Profile
Chief Olusegun Mathew Okikiola Aremu Obasanjo, GCFR, Ph.D. was born on the 5th of May 1937 in Ogun state, Nigeria. Obasanjo is a retired Nigerian Army general who served as President of Nigeria from 1999 to 2007. As a military general, Obasanjo served twice as Nigeria’s head of state, he served as a military ruler from 13 February 1976 to 1 October 1979, and as a democratically elected president from 29 May 1999 to 29 May 2007. From July 2004 to January 2006, Obasanjo also served as Chairperson of the African Union.
Personal Life
Olusegun Obasanjo was born in Abeokuta by his father; Amos Adigun Obasanjo Bankole and his mother Ashabi in Abeokuta. He became an orphan at the age of 22.
Obasanjo has been married four times. His wives were Esther Oluremi, Lynda (deceased), Mojisola Adekunle (deceased), and Stella Abebe (deceased). Obasanjo has twenty children. In alphabetical order they are: Bisoye, Biyi, Bola, Bukola, Busola, Damilola, Dare, Dayo, Deboye, Funke, Funso, Gbenga, Iyabo, Juwon, Kofo, Kunle (nephew Obasanjo adopted as a son), Olu, Segun, Seun, and Toyosi.
After the death of Stella Obasanjo, the former president married another lady known as Bola Alice.
Education
School | Degree | Date |
Saint David Ebenezer School, Ibogun | Primary certificate | 1948-1952 |
Baptist Boys’ High School (BBHS), Abeokuta | SSCE | 1952 to 1957 |
Indian Army Engineering School, at Kirkee, India | Military training | 1965 |
Defence Services Staff College Wellington, India | Military training | 1960 |
Work History
Place | Position | Date |
5th Battalion of the Nigerian Army | Military officer | 1958 – 1959 |
Nigerian Army | Second lieutenant | 1959 |
Nigerian Army | lieutenant | 1960 |
Nigerian contingent of the United Nations Force, Congo | Lieutenant(later unit commander in 1963) | 1960- 1963 |
Nigerian Army | lieutenant colonel | 1967- |
Engineering Corps, Nigerian Army | Commander | 1970 – 1975 |
Political History
In January 1975 the head of state for the federal republic of Nigeria, General Yakubu Gowon, made Obasanjo the Federal commissioner for works and housing.
On 29 July 1975, when General Murtala Mohammed took power as head of state via a military coup, Obasanjo was appointed as the chief of staff supreme headquarters.
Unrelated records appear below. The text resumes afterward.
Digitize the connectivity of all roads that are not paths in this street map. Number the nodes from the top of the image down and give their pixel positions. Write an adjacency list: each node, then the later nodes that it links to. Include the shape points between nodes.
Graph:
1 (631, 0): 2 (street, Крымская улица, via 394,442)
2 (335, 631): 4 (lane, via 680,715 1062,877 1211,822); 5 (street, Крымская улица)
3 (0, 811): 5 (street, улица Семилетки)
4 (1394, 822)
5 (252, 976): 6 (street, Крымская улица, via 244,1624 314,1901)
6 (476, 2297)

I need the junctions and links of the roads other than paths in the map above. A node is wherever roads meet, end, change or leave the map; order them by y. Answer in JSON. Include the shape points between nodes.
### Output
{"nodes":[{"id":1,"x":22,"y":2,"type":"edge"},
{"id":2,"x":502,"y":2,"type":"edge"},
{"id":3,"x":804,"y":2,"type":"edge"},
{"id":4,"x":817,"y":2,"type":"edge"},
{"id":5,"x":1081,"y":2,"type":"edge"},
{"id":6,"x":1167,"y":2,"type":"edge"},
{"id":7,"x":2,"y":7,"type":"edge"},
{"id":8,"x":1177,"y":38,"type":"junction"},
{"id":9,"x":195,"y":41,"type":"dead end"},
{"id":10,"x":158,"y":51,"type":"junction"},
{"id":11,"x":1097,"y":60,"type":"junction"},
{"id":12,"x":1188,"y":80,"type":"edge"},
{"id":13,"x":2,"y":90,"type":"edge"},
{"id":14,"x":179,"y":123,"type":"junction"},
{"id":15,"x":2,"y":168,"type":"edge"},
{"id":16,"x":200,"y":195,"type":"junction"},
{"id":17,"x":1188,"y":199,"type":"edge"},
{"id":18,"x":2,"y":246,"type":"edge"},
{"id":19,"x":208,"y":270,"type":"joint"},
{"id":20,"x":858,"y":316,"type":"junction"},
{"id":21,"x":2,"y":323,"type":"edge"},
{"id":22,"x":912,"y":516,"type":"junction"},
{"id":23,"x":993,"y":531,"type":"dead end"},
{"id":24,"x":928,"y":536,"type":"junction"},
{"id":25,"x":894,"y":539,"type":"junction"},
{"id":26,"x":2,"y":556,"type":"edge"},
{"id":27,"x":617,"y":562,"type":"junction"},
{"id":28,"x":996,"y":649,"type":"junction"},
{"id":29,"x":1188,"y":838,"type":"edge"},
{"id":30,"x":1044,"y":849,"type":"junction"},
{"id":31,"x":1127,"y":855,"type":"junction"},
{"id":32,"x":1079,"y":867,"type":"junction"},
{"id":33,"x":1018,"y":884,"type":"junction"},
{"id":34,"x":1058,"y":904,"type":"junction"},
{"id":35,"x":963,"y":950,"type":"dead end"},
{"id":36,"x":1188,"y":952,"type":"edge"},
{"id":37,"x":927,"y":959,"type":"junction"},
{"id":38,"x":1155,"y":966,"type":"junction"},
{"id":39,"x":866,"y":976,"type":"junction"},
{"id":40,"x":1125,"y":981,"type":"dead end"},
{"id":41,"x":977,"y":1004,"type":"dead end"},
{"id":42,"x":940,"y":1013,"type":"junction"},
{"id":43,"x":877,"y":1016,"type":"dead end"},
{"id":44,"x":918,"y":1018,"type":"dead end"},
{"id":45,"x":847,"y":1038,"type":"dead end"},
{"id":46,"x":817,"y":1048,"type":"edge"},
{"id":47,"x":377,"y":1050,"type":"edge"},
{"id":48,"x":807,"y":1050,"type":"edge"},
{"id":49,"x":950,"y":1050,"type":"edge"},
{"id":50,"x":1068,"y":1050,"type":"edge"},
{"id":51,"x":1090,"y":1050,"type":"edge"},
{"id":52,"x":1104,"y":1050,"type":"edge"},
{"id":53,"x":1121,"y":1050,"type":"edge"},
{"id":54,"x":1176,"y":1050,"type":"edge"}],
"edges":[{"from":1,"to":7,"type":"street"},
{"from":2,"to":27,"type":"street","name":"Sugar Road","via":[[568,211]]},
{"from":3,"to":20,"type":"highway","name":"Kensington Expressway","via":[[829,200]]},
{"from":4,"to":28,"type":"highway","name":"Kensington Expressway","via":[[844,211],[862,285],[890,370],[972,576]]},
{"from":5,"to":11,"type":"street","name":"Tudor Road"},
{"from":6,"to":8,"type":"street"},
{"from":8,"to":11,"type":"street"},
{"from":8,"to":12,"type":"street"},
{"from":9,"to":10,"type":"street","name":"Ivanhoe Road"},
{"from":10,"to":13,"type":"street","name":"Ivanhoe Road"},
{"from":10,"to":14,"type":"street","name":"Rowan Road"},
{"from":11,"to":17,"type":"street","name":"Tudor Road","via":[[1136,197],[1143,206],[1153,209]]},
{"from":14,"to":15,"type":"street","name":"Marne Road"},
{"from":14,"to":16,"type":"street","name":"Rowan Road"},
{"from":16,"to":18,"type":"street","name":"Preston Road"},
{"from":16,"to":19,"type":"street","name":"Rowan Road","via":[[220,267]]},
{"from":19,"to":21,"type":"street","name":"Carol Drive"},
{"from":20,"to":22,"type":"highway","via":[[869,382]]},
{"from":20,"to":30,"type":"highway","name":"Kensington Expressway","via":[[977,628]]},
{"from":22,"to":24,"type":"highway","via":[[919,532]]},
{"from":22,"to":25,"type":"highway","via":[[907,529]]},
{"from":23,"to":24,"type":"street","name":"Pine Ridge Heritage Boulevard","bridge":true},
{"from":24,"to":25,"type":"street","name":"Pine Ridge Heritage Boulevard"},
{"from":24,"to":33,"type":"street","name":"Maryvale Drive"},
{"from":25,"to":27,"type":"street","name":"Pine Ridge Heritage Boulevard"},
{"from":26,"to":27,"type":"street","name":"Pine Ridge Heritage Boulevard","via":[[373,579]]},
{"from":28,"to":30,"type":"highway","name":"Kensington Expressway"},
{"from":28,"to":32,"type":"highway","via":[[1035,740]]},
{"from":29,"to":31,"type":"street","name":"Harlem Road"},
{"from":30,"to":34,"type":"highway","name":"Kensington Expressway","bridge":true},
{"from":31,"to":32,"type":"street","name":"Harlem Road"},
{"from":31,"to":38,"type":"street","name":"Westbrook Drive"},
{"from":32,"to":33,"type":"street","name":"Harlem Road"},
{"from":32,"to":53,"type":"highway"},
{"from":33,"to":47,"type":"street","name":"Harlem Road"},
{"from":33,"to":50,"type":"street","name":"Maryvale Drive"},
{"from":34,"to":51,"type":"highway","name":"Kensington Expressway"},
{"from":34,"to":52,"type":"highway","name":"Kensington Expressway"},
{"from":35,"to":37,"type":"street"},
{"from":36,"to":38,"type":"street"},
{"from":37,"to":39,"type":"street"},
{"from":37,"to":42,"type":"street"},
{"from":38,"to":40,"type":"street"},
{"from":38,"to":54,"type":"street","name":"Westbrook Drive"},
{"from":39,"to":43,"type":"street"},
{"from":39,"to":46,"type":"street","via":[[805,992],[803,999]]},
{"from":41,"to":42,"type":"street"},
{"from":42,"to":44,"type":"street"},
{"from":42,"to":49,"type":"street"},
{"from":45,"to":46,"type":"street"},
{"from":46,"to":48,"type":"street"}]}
In January 1976 he was promoted to lieutenant general.
Following a failed coup by Lt. Col. Buka Suka Dimka in which General Murtala Mohammed was killed, Obasanjo was chosen as head of state by the supreme military council on 13 February 1976.
Obasanjo resigned as head of state and also resigned from the army on 1 October 1979, handing over power to the newly elected civilian president of Shehu Shagari.
In the 1999 presidential elections, Obasanjo ran on the platform of the Peoples Democratic Party, PDP, and defeated Olu Falae, the joint candidate of the All Peoples Party, APP, and the Alliance for Democracy, AD.
In 2003, President Olusẹgun Ọbasanjọ ran for a second term under People’s Democratic Party and won by a margin of more than 11 million votes.